Rage and violence part of gunman’s mindset as a teen
A decade before he stormed a popular Thousand Oaks bar armed with a handgun this week, Ian David Long’s propensity for rage was well known to some of his teachers.
Evie Cluke, a former assistant track and field coach at Newbury Park High School, said the teenage Long sometimes traded punches with rival athletes at track meets, assaulted another female coach and showed off what appeared to be a handgun on campus.
Standing about 40 yards away, Cluke said, she could see Long holding a small, black object against his chest that resembled a pistol. By the time she alerted a supervisor, Long had driven off, and he later denied having a weapon, she said.
When Long explained why he was joining the Marines after graduation, Cluke became more unnerved. She said he told her: “I want to go and fight for my country and kill for my country.”
“A statement like that sticks in your brain when you know a kid has issues that need to be addressed,” Cluke said.
As police struggle to piece together a motive behind the massacre that left 12 other people dead inside the Borderline Bar and Grill, a troubling portrait of Long continued to emerge.
On Friday, law enforcement officials told The Times that Long was posting on Instagram during the shooting.
“We can see it from the time stamps and other evidence as well what he was doing: He would fire shots, then go on the Instagram account,” Ventura County sheriff’s Sgt. Eric Buschow said.
He said Long’s messages were publicly viewable for hours before investigators located his account, alerted Instagram and asked the company to preserve the images but take down the account.
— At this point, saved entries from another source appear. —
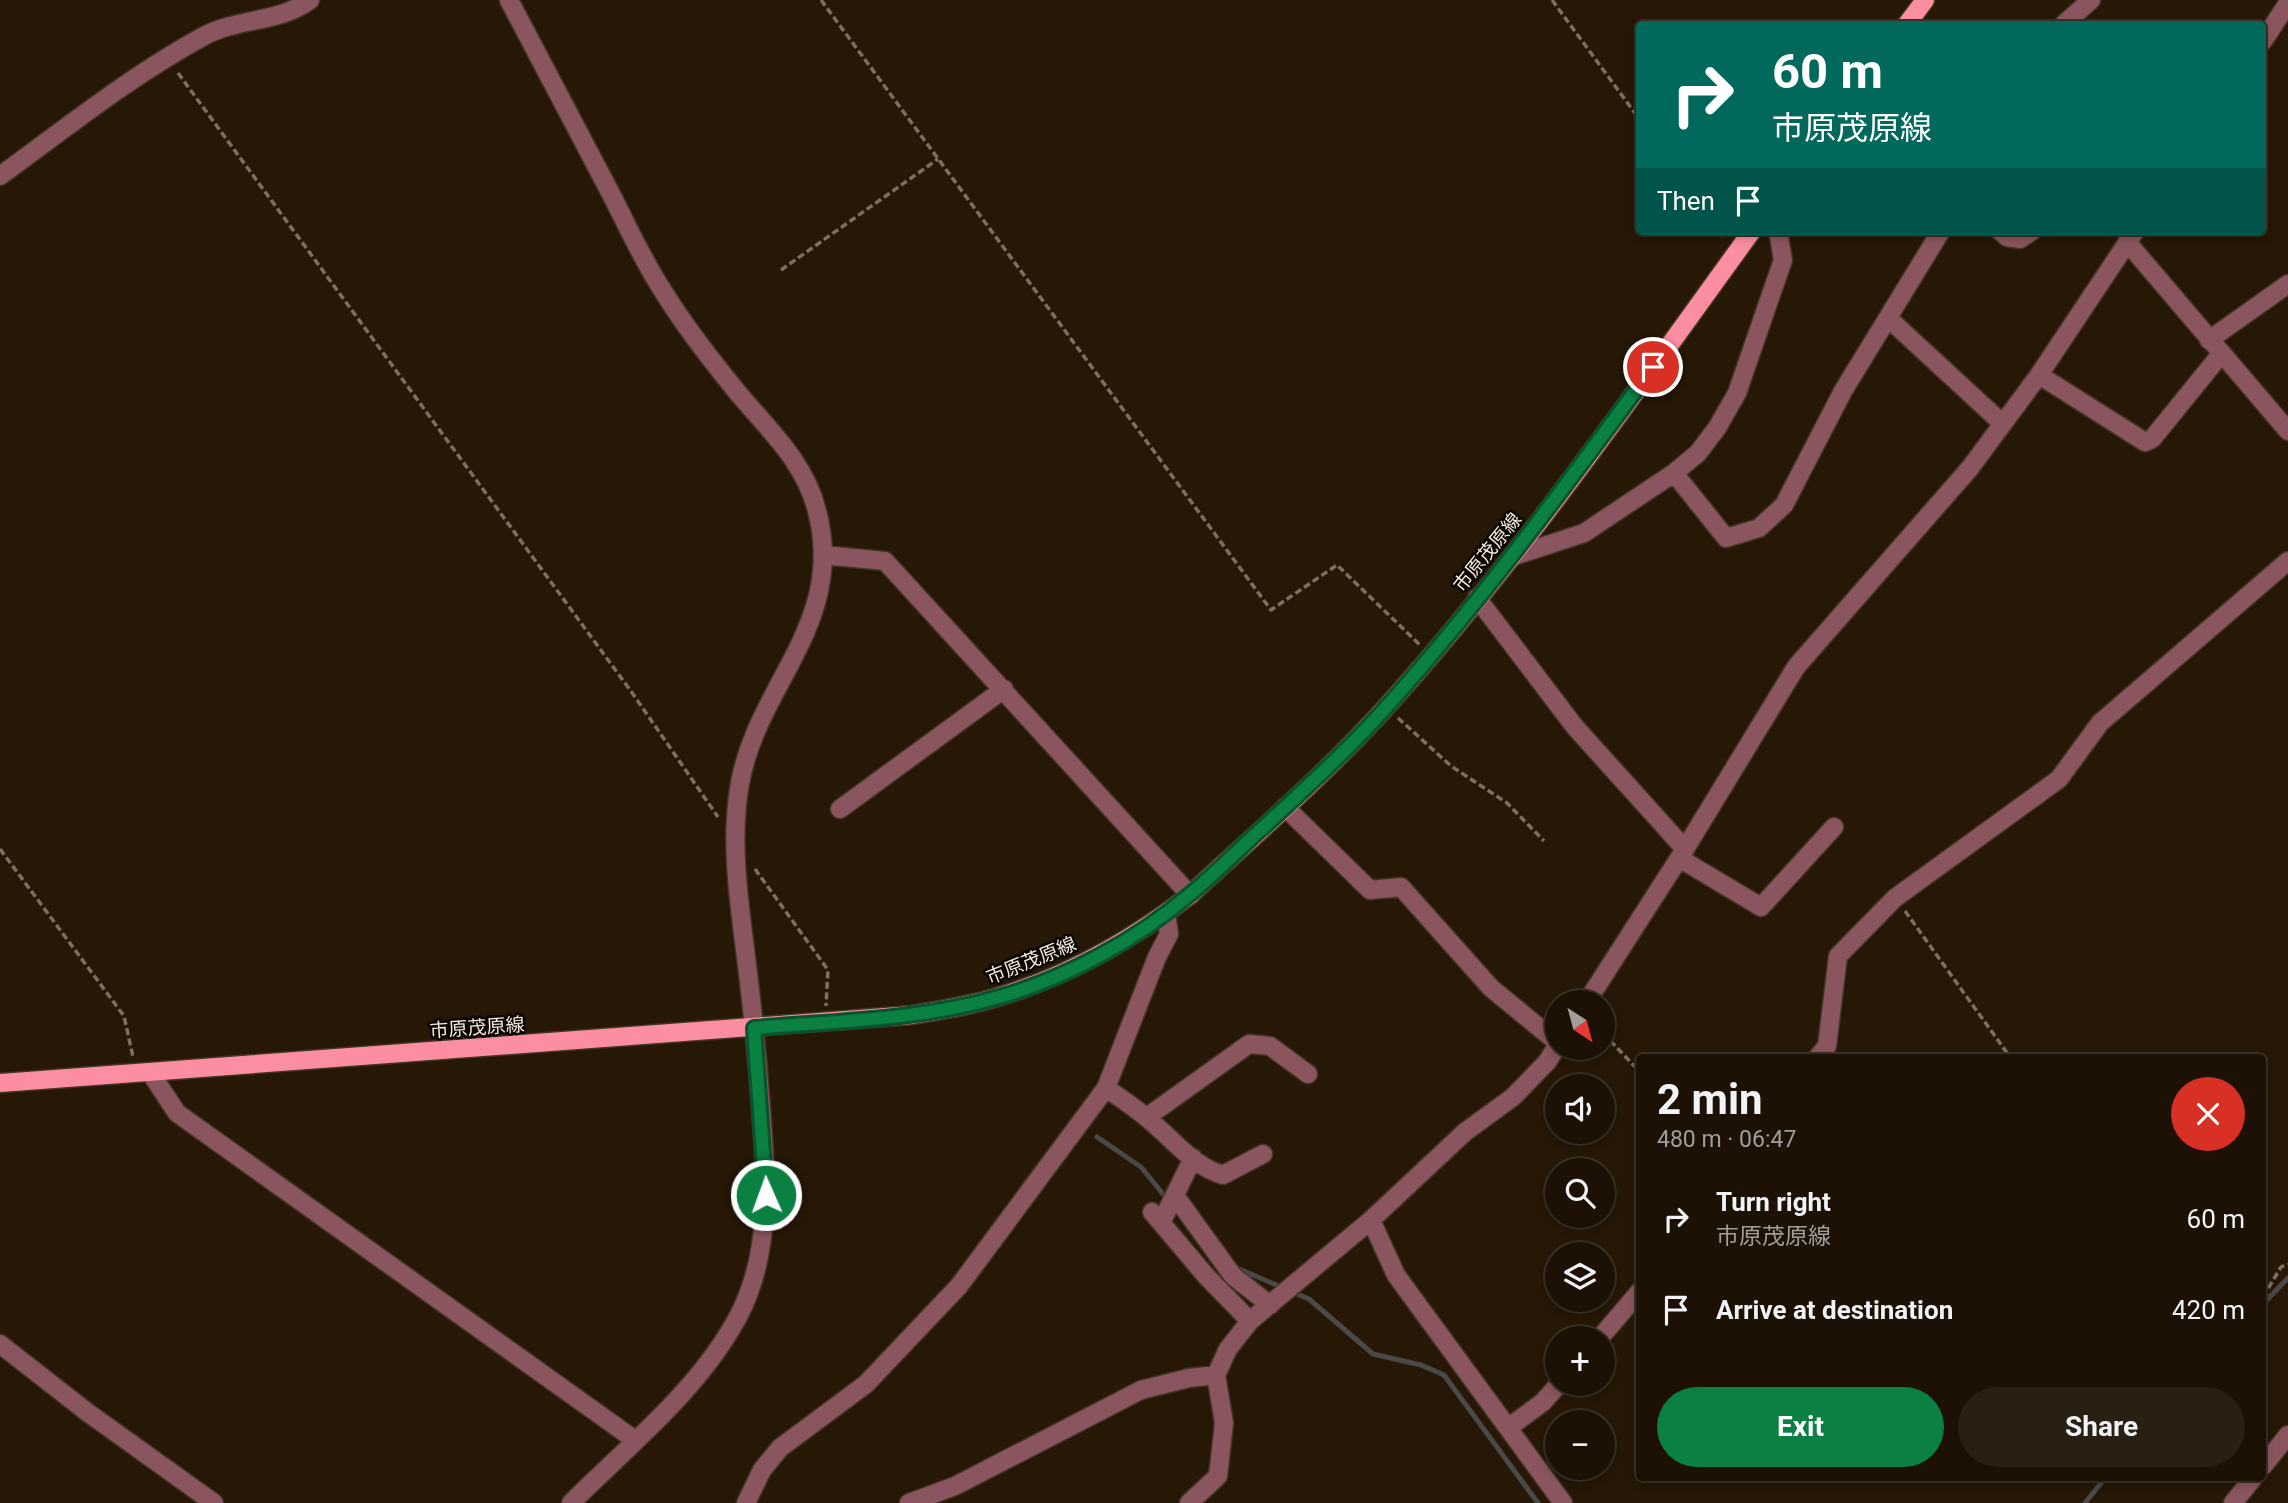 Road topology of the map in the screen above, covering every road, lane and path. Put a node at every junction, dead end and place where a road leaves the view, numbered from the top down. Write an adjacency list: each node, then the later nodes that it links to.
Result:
1 (310, 0): 11 (street)
2 (509, 0): 29 (street)
3 (821, 0): 13 (path)
4 (1552, 0): 12 (path)
5 (1925, 0): 8 (main road)
6 (2091, 0): 9 (street)
7 (2282, 4): 10 (street)
8 (1909, 21)
9 (2067, 21)
10 (2266, 35)
11 (166, 57): 14 (street); 40 (path)
12 (1636, 115)
13 (938, 159): 21 (path); 33 (path)
14 (0, 176)
15 (1749, 235): 30 (main road, 市原茂原線)
16 (1779, 235): 28 (street)
17 (1939, 235): 23 (street)
18 (2005, 235): 19 (street)
19 (2026, 235)
20 (2131, 236): 24 (street); 25 (street)
21 (781, 270)
22 (2288, 284): 24 (street)
23 (1888, 318): 26 (street); 28 (street)
24 (2215, 347): 25 (street); 27 (street)
25 (2039, 375): 26 (street)
26 (2003, 424): 42 (street)
27 (2288, 431)
28 (1674, 473): 30 (street)
29 (823, 555): 34 (street); 40 (street)
30 (1514, 556): 32 (main road, 市原茂原線)
31 (2288, 561): 44 (street)
32 (1477, 598): 33 (main road, 市原茂原線); 42 (street)
33 (1431, 656): 35 (main road, 市原茂原線)
34 (1003, 689): 37 (street); 43 (street)
35 (1386, 707): 36 (main road, 市原茂原線); 39 (path)
36 (1285, 807): 43 (main road, 市原茂原線); 49 (street)
37 (840, 809)
38 (1834, 827): 42 (street)
39 (1544, 841)
40 (736, 842): 47 (path); 48 (street)
41 (0, 849): 55 (path)
42 (1682, 853): 46 (street)
43 (1189, 895): 45 (main road, 市原茂原線)
44 (1895, 898): 51 (street); 52 (path)
45 (1166, 914): 47 (main road, 市原茂原線); 58 (street)
46 (1594, 990)
47 (826, 1022): 48 (main road, 市原茂原線)
48 (754, 1028): 55 (main road, 市原茂原線); 75 (street)
49 (1545, 1033)
50 (1615, 1046): 54 (path)
51 (1820, 1054)
52 (2008, 1054)
53 (1549, 1060): 63 (street)
54 (1636, 1068)
55 (143, 1073): 57 (main road, 市原茂原線); 75 (street)
56 (1308, 1074): 59 (street)
57 (0, 1083)
58 (1106, 1088): 59 (street); 80 (street)
59 (1147, 1117): 61 (street)
60 (1263, 1154): 61 (street)
61 (1193, 1158): 62 (street)
62 (1176, 1197): 67 (street); 68 (street)
63 (1371, 1220): 67 (street); 73 (street)
64 (2288, 1264): 65 (path)
65 (2266, 1292)
66 (1636, 1296): 69 (street)
67 (1270, 1305): 68 (street)
68 (1250, 1321): 71 (street)
69 (1610, 1326)
70 (0, 1344): 78 (street)
71 (1216, 1375): 81 (street); 82 (street)
72 (1548, 1396): 73 (street)
73 (1508, 1428): 83 (street)
74 (2288, 1435): 76 (street)
75 (635, 1440): 79 (street)
76 (2266, 1462)
77 (2251, 1481): 84 (street)
78 (214, 1503)
79 (570, 1503)
80 (746, 1503)
81 (909, 1503)
82 (1189, 1503)
83 (1563, 1503)
84 (2233, 1503) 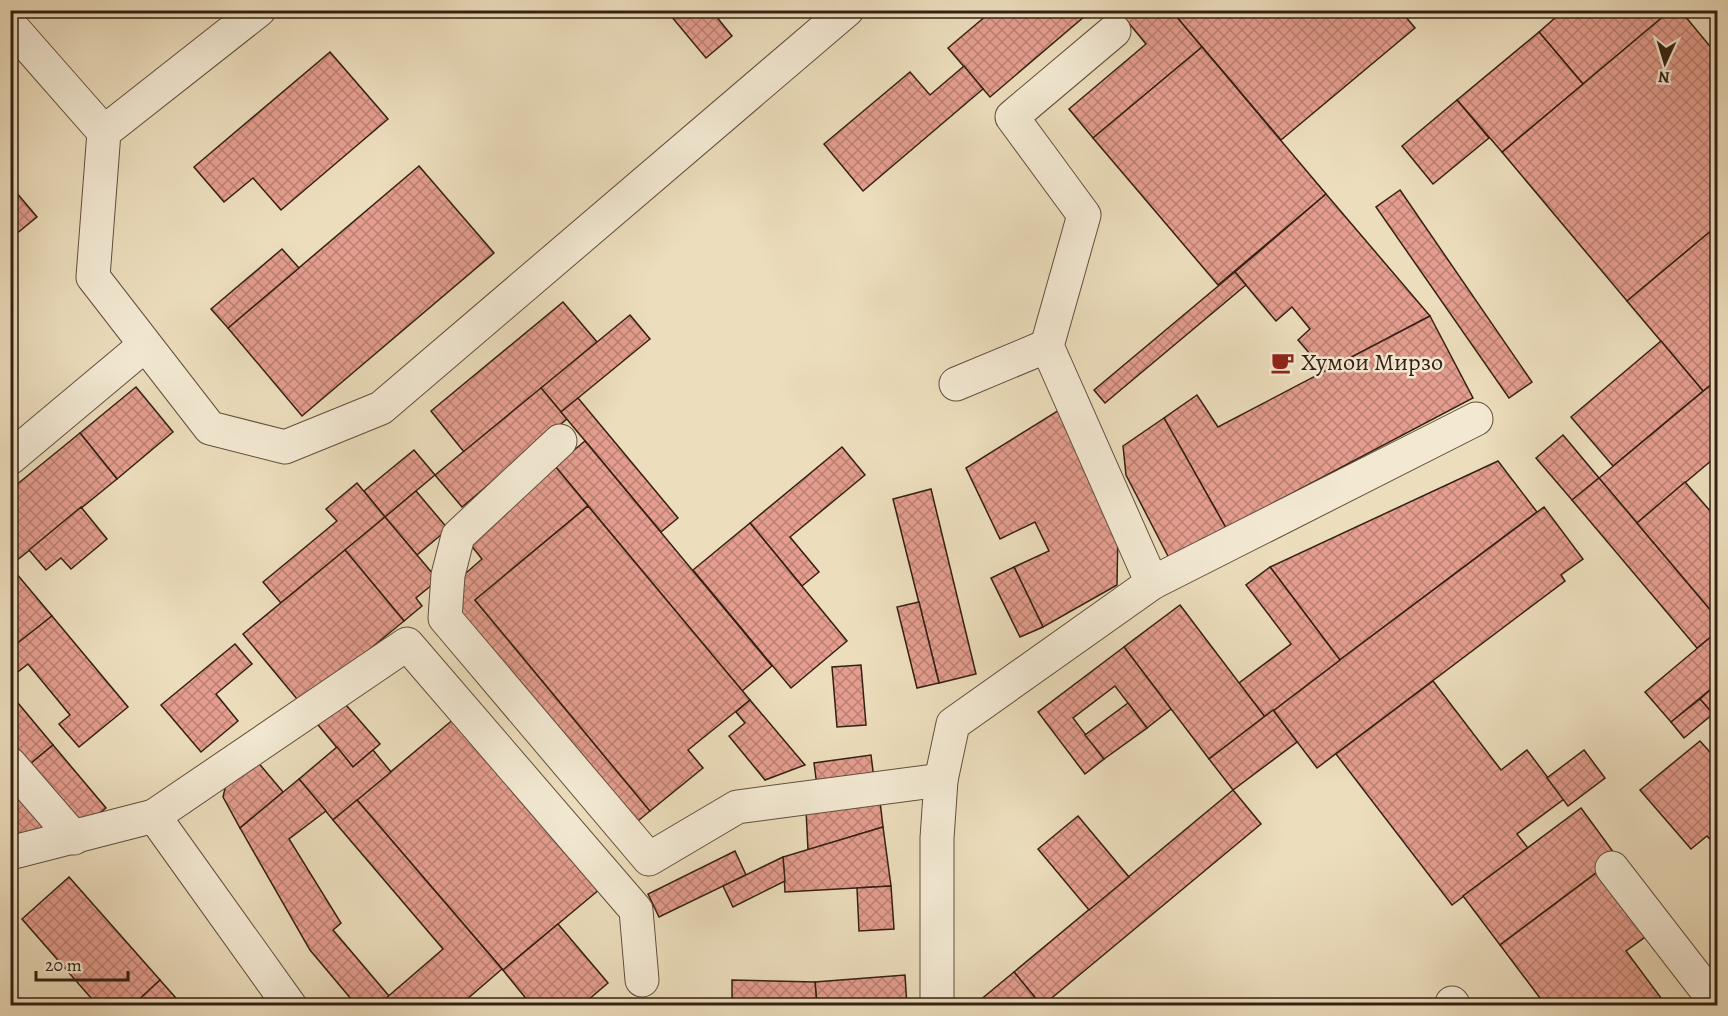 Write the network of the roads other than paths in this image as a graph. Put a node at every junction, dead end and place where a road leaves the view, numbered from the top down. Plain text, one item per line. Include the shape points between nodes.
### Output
1 (259, 10) edge
2 (847, 10) edge
3 (10, 25) edge
4 (1114, 31) dead end
5 (104, 132) junction
6 (145, 345) junction
7 (1047, 346) junction
8 (956, 384) dead end
9 (1476, 419) dead end
10 (560, 441) dead end
11 (10, 458) edge
12 (1152, 583) junction
13 (10, 764) edge
14 (941, 780) junction
15 (154, 816) junction
16 (74, 838) junction
17 (10, 853) edge
18 (1612, 868) dead end
19 (642, 980) dead end
20 (290, 1005) edge
21 (937, 1005) edge
22 (1718, 1005) edge

1 - 5 lane
2 - 6 lane via 381,408 285,447 210,428
3 - 5 lane
4 - 7 lane via 1012,117 1084,215
5 - 6 lane via 93,277
6 - 11 lane
7 - 8 lane
7 - 12 lane
9 - 12 lane
10 - 14 lane via 458,536 448,575 445,618 649,859 737,807
12 - 14 lane via 952,724
13 - 16 lane
14 - 21 lane
15 - 16 lane
15 - 19 lane via 407,644 636,910
15 - 20 lane
16 - 17 lane
18 - 22 lane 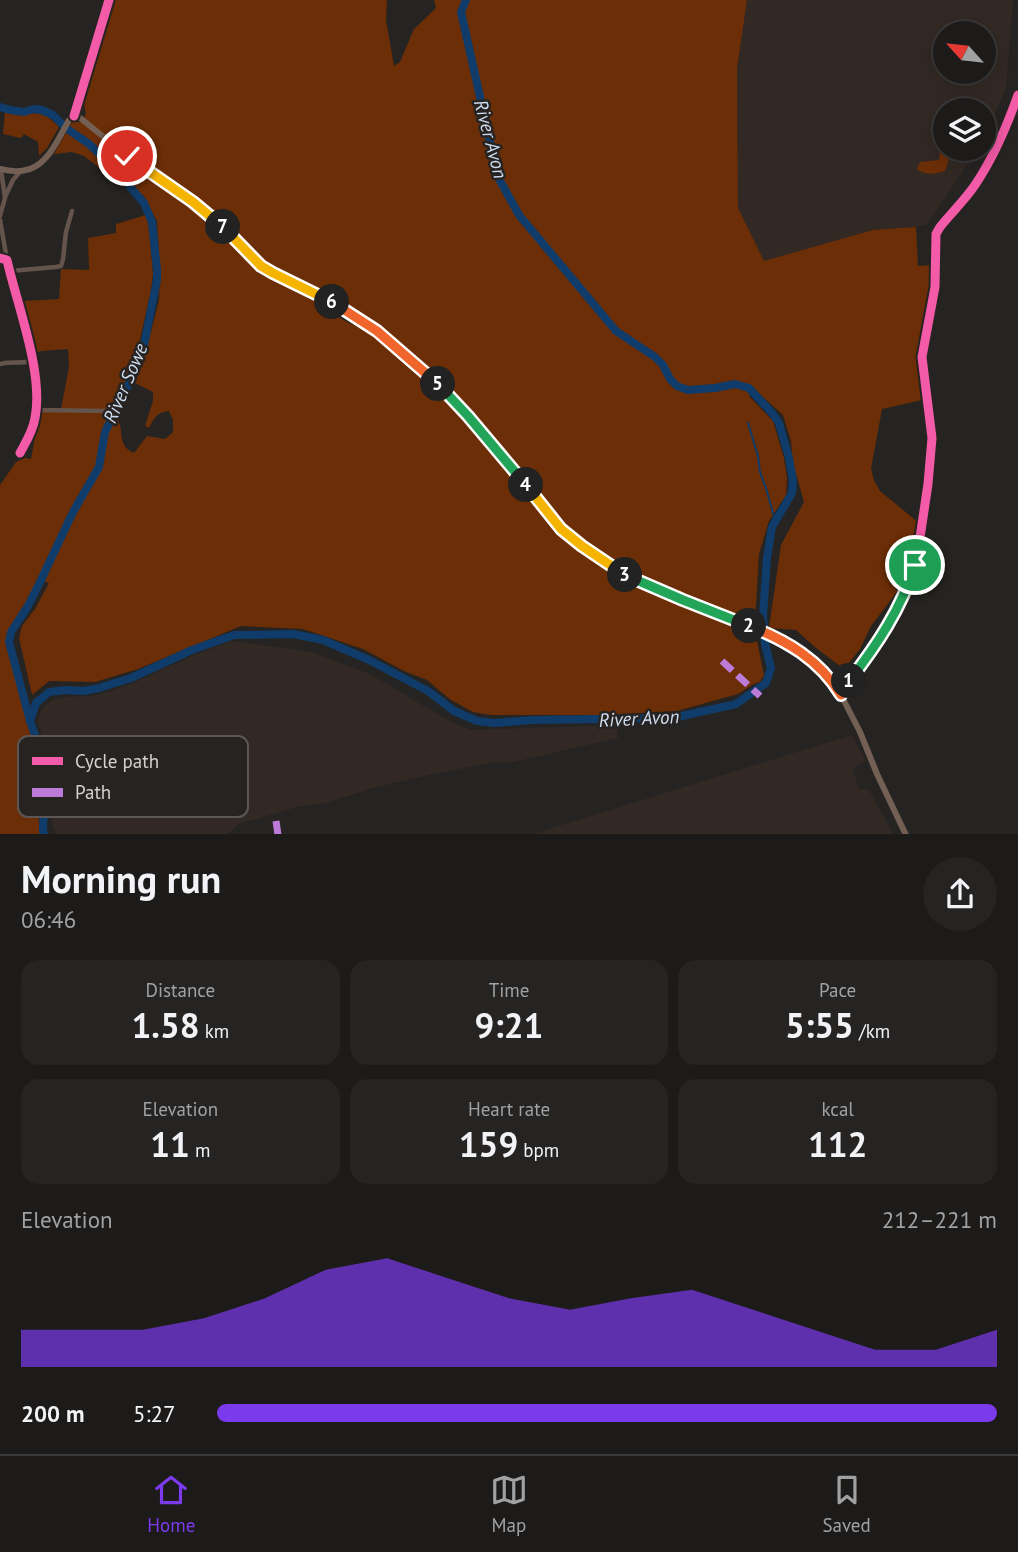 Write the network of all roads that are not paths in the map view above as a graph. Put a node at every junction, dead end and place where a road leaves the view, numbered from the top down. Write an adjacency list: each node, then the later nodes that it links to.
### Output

In the posts, Long wrote that he hoped people would refer to him as “insane” and mocked the “thoughts and
prayers” that are frequently offered in public statements and on social media after mass shootings, according to a law enforcement official who spoke on condition of anonymity because the person was not authorized to publicly discuss the case.
Among the dead was sheriff ’s Sgt. Ron Helus, who entered the bar minutes after the shooting began and engaged in a firefight with Long.
Helus was shot several times and died at a hospital hours later. Long was found dead of a gunshot wound in the back of the bar, though it remains unclear if he took his own life or died after being shot by police.
The other 11 victims are Sean Adler, 48; Cody Coffman, 22; Blake Dingman, 21; Jake Dunham, 21; Alaina Housley, 18; Dan Manrique, 33; Justin Meek, 23; Kristina Morisette, 20; Mark Meza Jr., 20; Telemachus Orfanos, 27; and Noel Sparks, 21.
Long lived with his mother, and neighbors said the two often engaged in screaming matches. In April, sheriff ’s deputies went to the home in response to a disturbing the peace call. Crisis team members decided not to detain Long, who had served in the Marines until 2013, though they discussed whether he might have post-traumatic stress disorder, authorities said.
Another of Long’s high school track coaches said he attacked her during a dispute in 2008. Dominique Colell recalled that she was trying to determine whehter he owned a cellphone that had been found by another student, and Long was shaking with rage.
“He started to grab at me,” she said. “He reached around and with one arm, groped my stomach. He grabbed my butt with the other arm.
“He was probably the only student that I was actually scared of when I coached there,” Colell said.